Forced and damped oscillators

[Mikey]

I have two problems, the second of which I think I might be solving right. The web program we use to do our homework isn't accepting my answer. It might be the program's fault, but I'm not sure, so I'd like to check.
Here's my first problem:

Damping is negligible for a 0.131-kg object hanging from a light 6.50-N/m spring. A sinusoidal force with an amplitude of 1.70 N drives the system. At what frequency will the force make the object vibrate with an amplitude of 0.440 m? There are two possible solutions.

I would think I know how to answer the problem if there weren't two possible solutions. That completely throws me. It also confuses me that amplitude is given in Newtons and in meters. The only thing I can think of to solve the problem is to use the equation for amplitude of a driven oscillator:
A = (F₀/m)/((w²-w₀²)² + ((bw)/m)²)^1/2
w₀² = k/m
F₀ = 1.70 N?
bw/m = 0, because damping is negligible
I got 8.79 Hz when I solved for w. That's still only one answer, so I guess it's not right.

Problem two:
Consider a damped oscillator that is an object hanging vertically from a spring and submersed in a viscous liquid. Assume the mass is 382 g, the spring constant is 105 N/m, and b = 0.119 N*s/m. (a) How long does it take for the amplitude to drop to half its initial value? (b) How long does it take for the mechanical energy to drop to half its initial value?
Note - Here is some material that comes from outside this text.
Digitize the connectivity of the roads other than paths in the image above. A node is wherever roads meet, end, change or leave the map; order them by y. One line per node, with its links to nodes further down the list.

I used the equation for position of a damped oscillator:
x = Ae^(-b/(2m))tcos(wt + theta)
I used .5A as x, took the natural long of both sides and solved for t. I ignored cos(wt + theta) because the cos at the maximum amplitude is equal to one. I got 4.45 s. The time it takes for the mechanical energy to drop to half its initial value would be 8.90 s (twice as much), because E = .5kA². What am I doing wrong?

Thanks for your help!

 

[Nate810]

For the first problem, you need to use a parametric equation, such as x(t) = A sin(wt + θ). Plug in the given values for A and solve for w. This will give you the two possible solutions for w. For the second problem, you are correct in your approach. You should use the equation for the position of the damped oscillator and take the natural logarithm of both sides to solve for t. However, you should note that the time it takes for the mechanical energy to drop to half its initial value is twice the time it takes for the amplitude to drop to half its initial value. Therefore, you should get 8.90 s as your answer.

 

[wais]

Hi there,

It sounds like you have a good understanding of the equations for forced and damped oscillators. The issue with the first problem might be with the units. Amplitude is usually measured in meters, so the amplitude of the driving force should also be in meters. This could be why you are getting a different answer than expected. I would recommend double checking your units and trying again.
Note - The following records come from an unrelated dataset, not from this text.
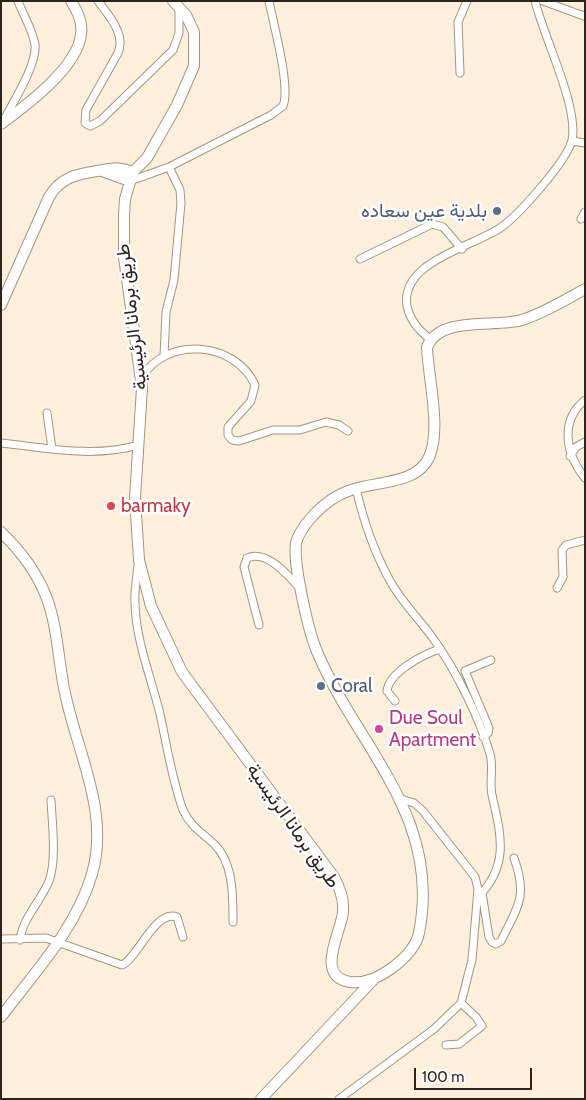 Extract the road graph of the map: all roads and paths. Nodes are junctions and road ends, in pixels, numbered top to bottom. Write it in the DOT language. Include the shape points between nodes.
graph roads {
  1 [pos="18,1"];
  2 [pos="71,1"];
  3 [pos="98,1"];
  4 [pos="269,1"];
  5 [pos="467,1"];
  6 [pos="535,1"];
  7 [pos="543,1"];
  8 [pos="176,4"];
  9 [pos="584,16"];
  10 [pos="460,73"];
  11 [pos="2,123"];
  12 [pos="572,141"];
  13 [pos="585,143"];
  14 [pos="169,167"];
  15 [pos="133,177"];
  16 [pos="585,212"];
  17 [pos="580,219"];
  18 [pos="462,249"];
  19 [pos="360,259"];
  20 [pos="585,289"];
  21 [pos="1,305"];
  22 [pos="430,340"];
  23 [pos="164,356"];
  24 [pos="142,377"];
  25 [pos="585,400"];
  26 [pos="47,413"];
  27 [pos="348,431"];
  28 [pos="585,442"];
  29 [pos="1,443"];
  30 [pos="139,445"];
  31 [pos="52,449"];
  32 [pos="570,456"];
  33 [pos="585,478"];
  34 [pos="356,488"];
  35 [pos="1,532"];
  36 [pos="585,540"];
  37 [pos="139,560"];
  38 [pos="301,588"];
  39 [pos="557,588"];
  40 [pos="260,625"];
  41 [pos="440,649"];
  42 [pos="490,660"];
  43 [pos="395,701"];
  44 [pos="483,738"];
  45 [pos="401,799"];
  46 [pos="51,800"];
  47 [pos="514,858"];
  48 [pos="480,895"];
  49 [pos="232,922"];
  50 [pos="183,936"];
  51 [pos="1,939"];
  52 [pos="20,940"];
  53 [pos="57,941"];
  54 [pos="375,979"];
  55 [pos="461,1003"];
  56 [pos="1,1018"];
  57 [pos="446,1045"];
  58 [pos="261,1099"];
  59 [pos="339,1099"];
  1 -- 11 [label="street" via="35,48 26,76"];
  2 -- 11 [label="main road" via="82,29 72,58"];
  3 -- 8 [label="street" via="119,33 121,44 86,110 85,123 90,126 100,121 172,50 179,33"];
  4 -- 14 [label="street" via="282,72 283,106"];
  5 -- 10 [label="street" via="458,22"];
  6 -- 12 [label="street" via="568,99"];
  7 -- 9 [label="street"];
  8 -- 15 [label="main road" via="194,32 194,66 177,105"];
  12 -- 13 [label="street"];
  12 -- 18 [label="street" via="552,174 503,226"];
  14 -- 15 [label="street"];
  14 -- 23 [label="street" via="180,190 181,203 174,280 166,312"];
  15 -- 21 [label="main road" via="118,168 102,170 74,175 53,190"];
  15 -- 24 [label="main road, طريق برمانا الرئيسية" via="124,215 124,257"];
  16 -- 17 [label="street"];
  18 -- 19 [label="street" via="443,228 432,224"];
  18 -- 22 [label="street" via="420,271 408,290 407,306 411,318"];
  20 -- 22 [label="main road" via="521,320 455,327 443,330"];
  22 -- 34 [label="main road, طريق برمانا الرئيسية" via="427,346 434,433 430,456 413,474"];
  23 -- 24 [label="street" via="151,364"];
  23 -- 27 [label="street" via="170,352 213,350 226,354 248,372 255,392 228,427 232,440 239,441 273,430 300,430 326,422"];
  24 -- 30 [label="main road, طريق برمانا الرئيسية"];
  25 -- 32 [label="street" via="569,423"];
  26 -- 31 [label="street"];
  28 -- 32 [label="street"];
  29 -- 31 [label="street"];
  30 -- 31 [label="street" via="104,453"];
  30 -- 37 [label="main road, طريق برمانا الرئيسية" via="135,498"];
  32 -- 33 [label="street"];
  34 -- 38 [label="main road, طريق برمانا الرئيسية" via="318,510 296,541"];
  34 -- 41 [label="street" via="369,535 388,578"];
  35 -- 53 [label="main road" via="30,563 47,599 65,692 94,798 96,842 92,872 79,908"];
  36 -- 39 [label="street" via="564,547 561,553 563,579"];
  37 -- 49 [label="street" via="135,606 141,652 156,696 183,809 193,827 214,844 225,859 233,894"];
  37 -- 54 [label="main road, طريق برمانا الرئيسية" via="151,606 182,672 340,888 343,912 332,957 337,975 342,980 353,982"];
  38 -- 40 [label="street" via="270,561 260,556 247,558 244,567"];
  38 -- 45 [label="main road, طريق برمانا الرئيسية" via="317,652"];
  41 -- 43 [label="street" via="416,660 391,682 387,691"];
  41 -- 44 [label="street"];
  42 -- 44 [label="street" via="465,671 489,728"];
  44 -- 48 [label="street" via="491,760 490,789 501,837 498,866"];
  45 -- 48 [label="street" via="419,807 462,859 477,883"];
  45 -- 54 [label="main road, طريق برمانا الرئيسية" via="412,826 419,863 422,891 420,926 414,946 397,964"];
  46 -- 52 [label="street" via="51,874 39,903 24,925"];
  47 -- 48 [label="street" via="521,882 521,896 501,941 496,944 489,937"];
  48 -- 55 [label="street" via="472,960"];
  50 -- 53 [label="street" via="177,917 167,917 122,965"];
  51 -- 52 [label="street"];
  52 -- 53 [label="street"];
  53 -- 56 [label="main road"];
  54 -- 58 [label="main road"];
  55 -- 57 [label="street" via="482,1026 459,1044"];
  55 -- 59 [label="street" via="434,1029"];
}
For the second problem, your approach seems correct. However, when taking the natural log, you should include the cos(wt+theta) term because it is not equal to one at all times. This could be why you are getting a different answer than expected. Also, make sure to use the correct value for the initial amplitude (A) in the equation for energy, which is 0.382 kg.

If you are still having trouble, I would suggest checking with your instructor or a classmate to see if they are getting the same answers as you. It's always helpful to have someone else double check your work. And if the web program is still not accepting your answer, it might be worth contacting the program's support team to see if there is an issue with the system.

I hope this helps and good luck with your homework!